HMS CORIOLANUS

 

Das ist das Szenario, in dem die HMS CORIOLANUS ihren letzten Einsatz fährt. HMS CORIOLANUS ist jedoch nicht das, was der äußere Anschein glauben macht: ein leicht bewaffneter Fischtrawler, von der Briten Anfang der vierziger Jahre in großen Stückzahlen gebaut, um die Fischversorgung der britischen Inseln und ihrer kämpfenden Truppen auf dem gesamten Erdball sicherzustellen. SHAKESPEARE-Klasse nannte die Admiralität diesen Schiffstyp, weil er Namen von Bühnenfiguren des berühmten Dramatikers trug. Coriolanus war ein römischer Patrizier, der, vom Senat verbannt, mit einem Heer des benachbarten Volkes der Volsker die Stadt Rom belagerte. Erst durch Bitten seiner Mutter ließ er sich davon abbringen.

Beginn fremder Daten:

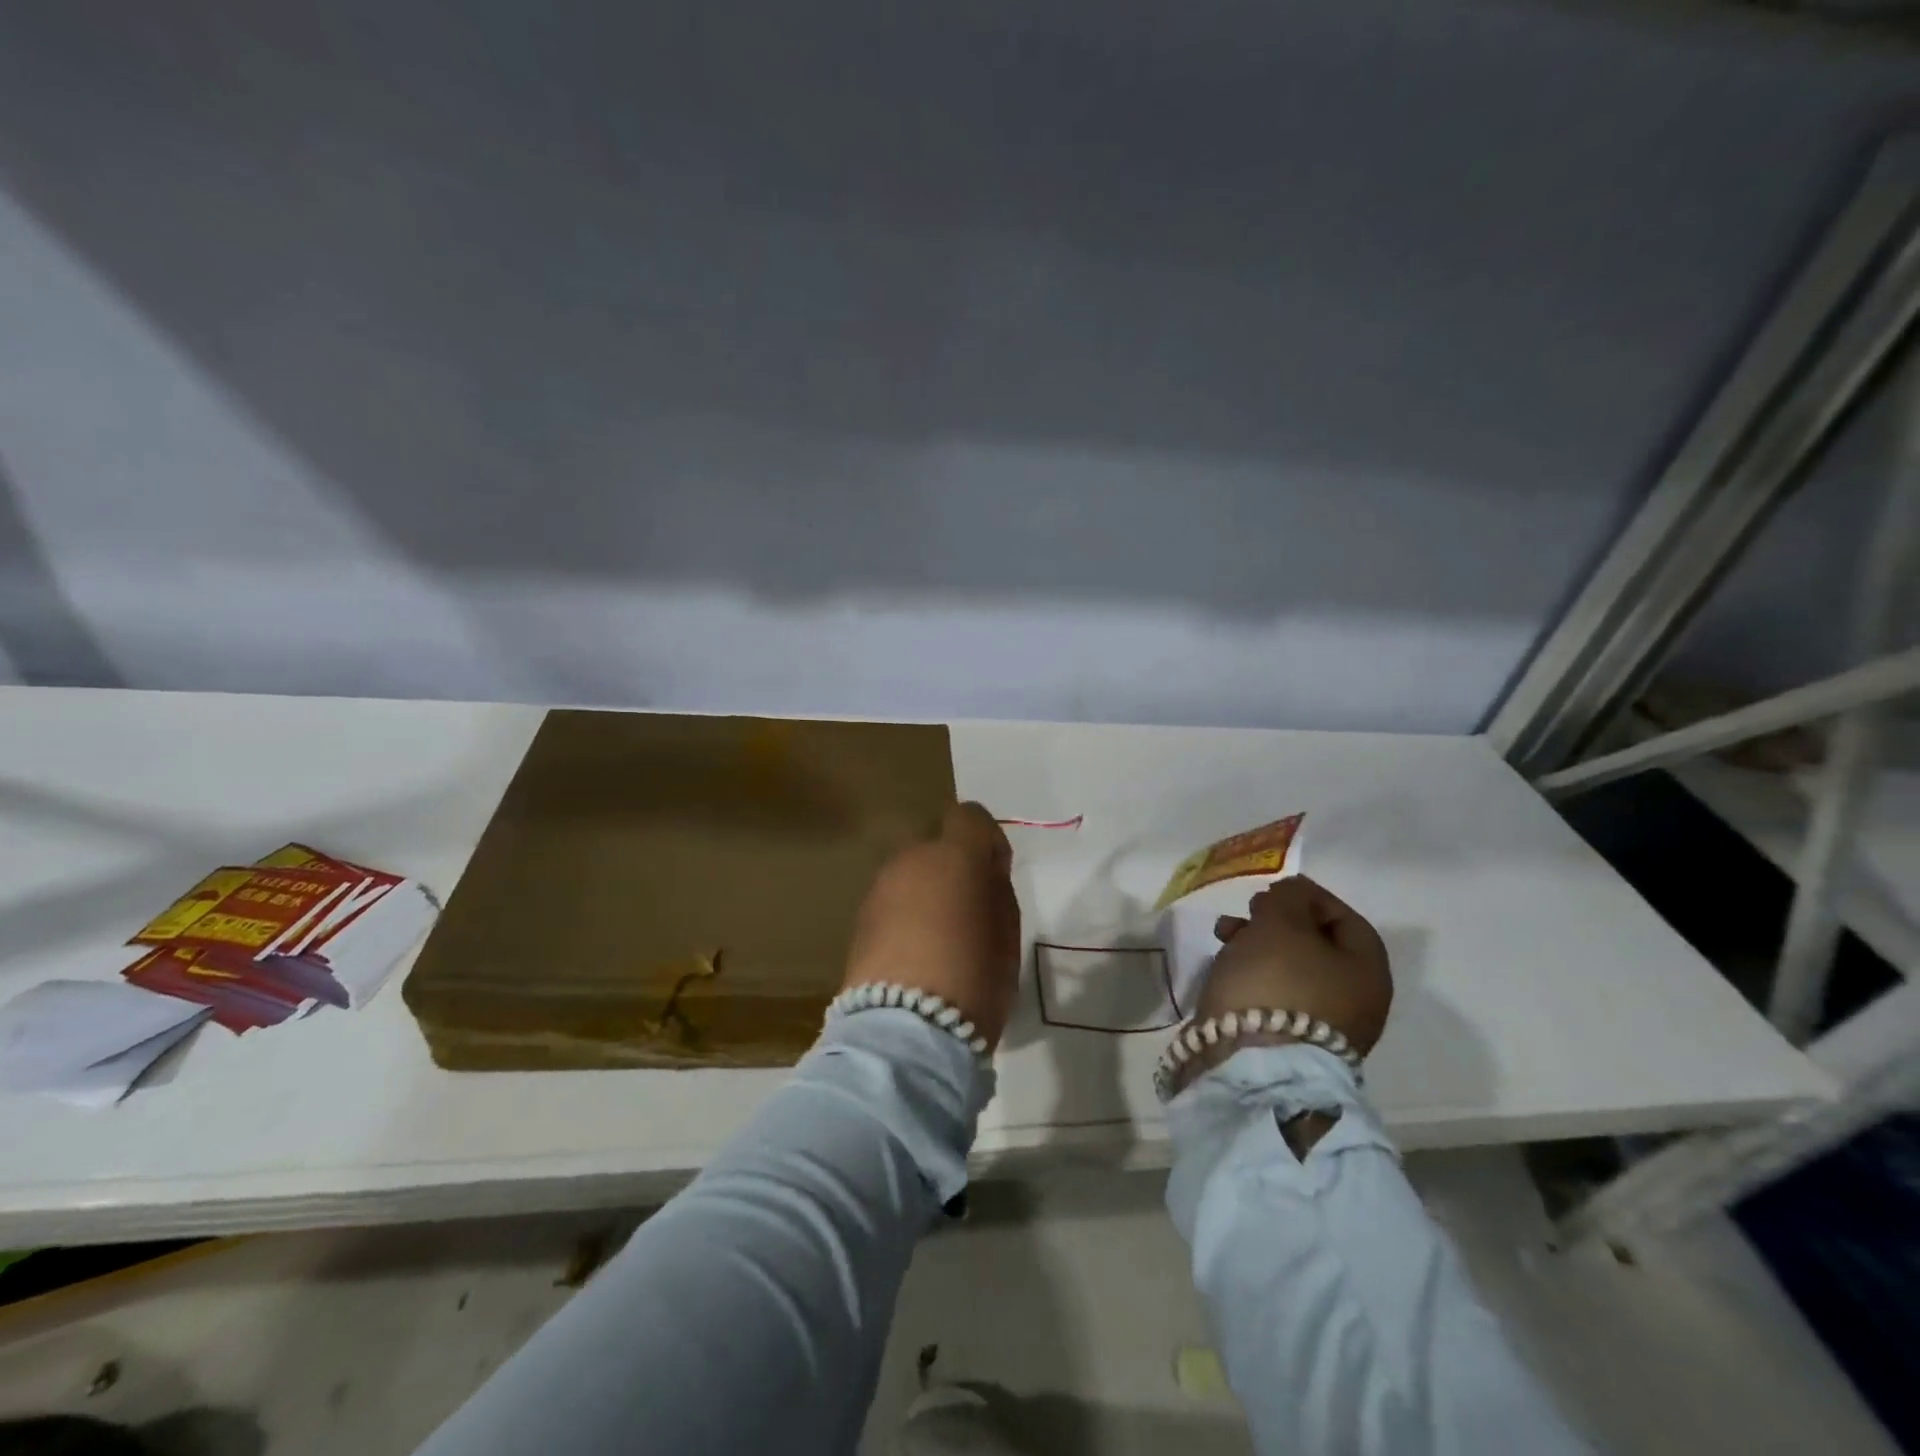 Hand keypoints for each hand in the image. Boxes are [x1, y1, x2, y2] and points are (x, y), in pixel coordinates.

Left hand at [841, 801, 1022, 1047]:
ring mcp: (879, 888)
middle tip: (968, 914)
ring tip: (939, 940)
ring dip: (926, 894)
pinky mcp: (859, 920)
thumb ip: (996, 891)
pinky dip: (905, 917)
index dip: (987, 841)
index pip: (970, 817)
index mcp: (954, 856)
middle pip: (937, 848)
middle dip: (954, 870)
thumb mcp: (1007, 933)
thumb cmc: (974, 978)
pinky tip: (914, 956)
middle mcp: (912, 860)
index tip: (996, 875)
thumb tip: (984, 875)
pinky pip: (892, 904)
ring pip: (911, 876)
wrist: (907, 1030)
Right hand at [1197, 875, 1392, 1055]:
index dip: (1309, 897)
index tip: (1272, 888)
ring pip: (1291, 969)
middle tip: (1247, 911)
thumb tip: (1292, 895)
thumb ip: (1289, 898)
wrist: (1252, 1063)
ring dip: (1258, 944)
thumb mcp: (1282, 922)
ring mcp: (1323, 1028)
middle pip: (1316, 945)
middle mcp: (1356, 1002)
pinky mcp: (1289, 1043)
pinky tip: (1227, 968)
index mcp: (1368, 971)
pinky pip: (1274, 995)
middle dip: (1277, 921)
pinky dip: (1253, 975)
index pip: (1346, 919)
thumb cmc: (1277, 981)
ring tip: (1224, 935)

Der Name dieses römischen Helden ist wie ein Symbol, denn HMS CORIOLANUS ist eines der ersten sogenannten Fischerboote, die von allen am Kalten Krieg beteiligten Seiten in großer Zahl ausgerüstet und eingesetzt wurden, gespickt mit dem modernsten Stand der Abhörtechnik, um den jeweiligen Gegner auf elektronischem Wege auszuspionieren.

HMS CORIOLANUS war bereits mit Erfolg in zwei Operationen im Verlauf des II.Weltkrieges eingesetzt worden: Operation TORCH, die Landung der alliierten Truppen in Afrika 1942, und Operation HUSKY, die Invasion in Sizilien 1943. In beiden Fällen hatte das Schiff Kommunikations- und Verbindungsaufgaben wahrgenommen, bei der Landung in Afrika war es zur Sicherung der II. Landungsgruppe vor Oran eingesetzt; genaueres läßt sich bis heute nicht eruieren, die britischen Archive geben sich sehr verschlossen. Selbst auf den beiden einzigen Photos, die das Imperial War Museum besitzt, ist die Kennung des Schiffes am Bug wegretuschiert.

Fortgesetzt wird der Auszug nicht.